## Task goal
Keep every line in which "graph" occurs and drop the rest of the data.

## Provided data
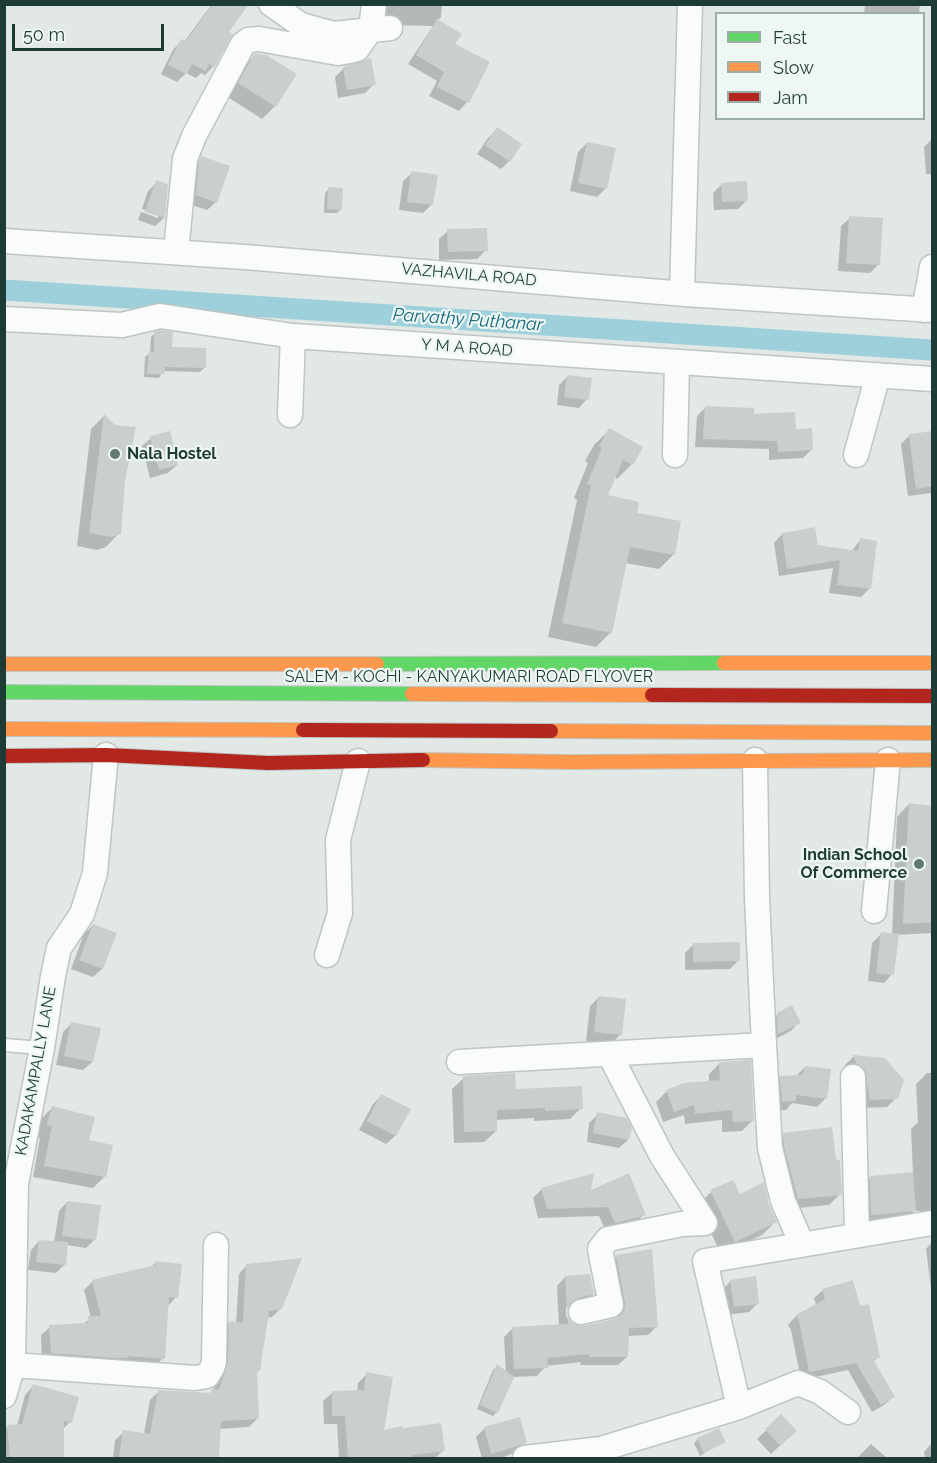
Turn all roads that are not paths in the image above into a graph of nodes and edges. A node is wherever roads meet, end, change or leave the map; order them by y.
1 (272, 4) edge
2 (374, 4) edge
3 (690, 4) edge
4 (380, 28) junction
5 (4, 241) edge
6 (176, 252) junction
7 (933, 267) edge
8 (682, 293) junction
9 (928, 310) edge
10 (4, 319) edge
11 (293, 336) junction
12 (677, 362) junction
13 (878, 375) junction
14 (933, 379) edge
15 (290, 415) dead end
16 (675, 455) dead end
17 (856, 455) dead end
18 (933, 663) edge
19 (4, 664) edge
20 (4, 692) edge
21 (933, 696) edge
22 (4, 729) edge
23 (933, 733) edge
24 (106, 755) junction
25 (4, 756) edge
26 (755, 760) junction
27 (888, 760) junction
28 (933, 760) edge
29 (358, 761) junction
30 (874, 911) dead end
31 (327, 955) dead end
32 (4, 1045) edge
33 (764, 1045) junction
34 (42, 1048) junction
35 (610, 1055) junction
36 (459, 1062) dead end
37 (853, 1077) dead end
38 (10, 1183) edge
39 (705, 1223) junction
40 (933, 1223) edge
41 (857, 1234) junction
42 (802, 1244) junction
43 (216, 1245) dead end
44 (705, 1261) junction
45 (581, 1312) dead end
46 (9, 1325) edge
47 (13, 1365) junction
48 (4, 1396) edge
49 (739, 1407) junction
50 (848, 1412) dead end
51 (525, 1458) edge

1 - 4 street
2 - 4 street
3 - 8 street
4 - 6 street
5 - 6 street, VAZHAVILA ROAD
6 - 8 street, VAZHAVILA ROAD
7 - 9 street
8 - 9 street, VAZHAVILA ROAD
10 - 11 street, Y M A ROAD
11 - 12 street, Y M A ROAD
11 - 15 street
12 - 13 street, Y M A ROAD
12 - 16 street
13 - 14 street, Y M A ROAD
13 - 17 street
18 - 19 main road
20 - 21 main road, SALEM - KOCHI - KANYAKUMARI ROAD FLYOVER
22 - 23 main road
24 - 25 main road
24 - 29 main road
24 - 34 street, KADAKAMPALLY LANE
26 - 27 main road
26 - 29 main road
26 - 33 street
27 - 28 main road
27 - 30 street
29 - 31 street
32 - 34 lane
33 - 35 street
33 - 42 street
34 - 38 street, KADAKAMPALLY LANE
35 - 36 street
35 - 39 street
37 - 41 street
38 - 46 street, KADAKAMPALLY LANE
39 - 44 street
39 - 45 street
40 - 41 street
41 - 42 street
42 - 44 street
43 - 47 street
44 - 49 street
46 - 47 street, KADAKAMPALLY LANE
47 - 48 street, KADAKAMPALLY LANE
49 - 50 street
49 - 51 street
==
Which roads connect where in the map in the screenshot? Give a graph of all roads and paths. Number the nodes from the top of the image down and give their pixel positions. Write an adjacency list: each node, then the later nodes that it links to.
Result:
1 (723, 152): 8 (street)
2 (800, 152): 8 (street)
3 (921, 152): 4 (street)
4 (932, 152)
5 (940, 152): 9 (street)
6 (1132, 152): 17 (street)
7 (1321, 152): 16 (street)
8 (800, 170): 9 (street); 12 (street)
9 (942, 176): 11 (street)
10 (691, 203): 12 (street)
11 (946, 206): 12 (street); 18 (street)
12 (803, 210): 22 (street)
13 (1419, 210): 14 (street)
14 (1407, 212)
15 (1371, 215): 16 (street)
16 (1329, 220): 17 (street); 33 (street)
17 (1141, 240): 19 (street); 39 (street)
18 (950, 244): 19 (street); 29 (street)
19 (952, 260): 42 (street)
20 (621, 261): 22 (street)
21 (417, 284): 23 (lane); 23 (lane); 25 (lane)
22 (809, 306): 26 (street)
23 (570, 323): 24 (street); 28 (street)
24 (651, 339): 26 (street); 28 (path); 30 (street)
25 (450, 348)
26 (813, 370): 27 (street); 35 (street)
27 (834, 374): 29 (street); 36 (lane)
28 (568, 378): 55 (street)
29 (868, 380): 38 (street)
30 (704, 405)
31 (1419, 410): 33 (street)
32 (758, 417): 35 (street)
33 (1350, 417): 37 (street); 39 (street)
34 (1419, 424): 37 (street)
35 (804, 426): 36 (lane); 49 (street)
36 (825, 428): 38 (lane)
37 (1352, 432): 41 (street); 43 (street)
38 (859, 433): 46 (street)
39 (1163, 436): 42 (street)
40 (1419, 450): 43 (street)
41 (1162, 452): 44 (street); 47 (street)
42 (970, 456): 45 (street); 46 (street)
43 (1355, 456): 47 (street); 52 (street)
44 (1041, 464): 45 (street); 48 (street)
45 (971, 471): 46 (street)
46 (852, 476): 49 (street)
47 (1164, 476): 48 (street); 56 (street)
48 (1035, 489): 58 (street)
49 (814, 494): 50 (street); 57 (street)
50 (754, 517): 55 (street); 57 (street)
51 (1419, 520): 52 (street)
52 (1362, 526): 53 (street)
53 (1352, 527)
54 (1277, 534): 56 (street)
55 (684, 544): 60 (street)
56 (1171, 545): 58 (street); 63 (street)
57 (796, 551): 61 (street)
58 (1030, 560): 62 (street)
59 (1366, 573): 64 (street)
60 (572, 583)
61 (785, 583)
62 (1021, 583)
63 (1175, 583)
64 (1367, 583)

## Your response
Turn all roads that are not paths in the image above into a graph of nodes and edges. A node is wherever roads meet, end, change or leave the map; order them by y.
Which roads connect where in the map in the screenshot? Give a graph of all roads and paths. Number the nodes from the top of the image down and give their pixel positions. Write an adjacency list: each node, then the later nodes that it links to.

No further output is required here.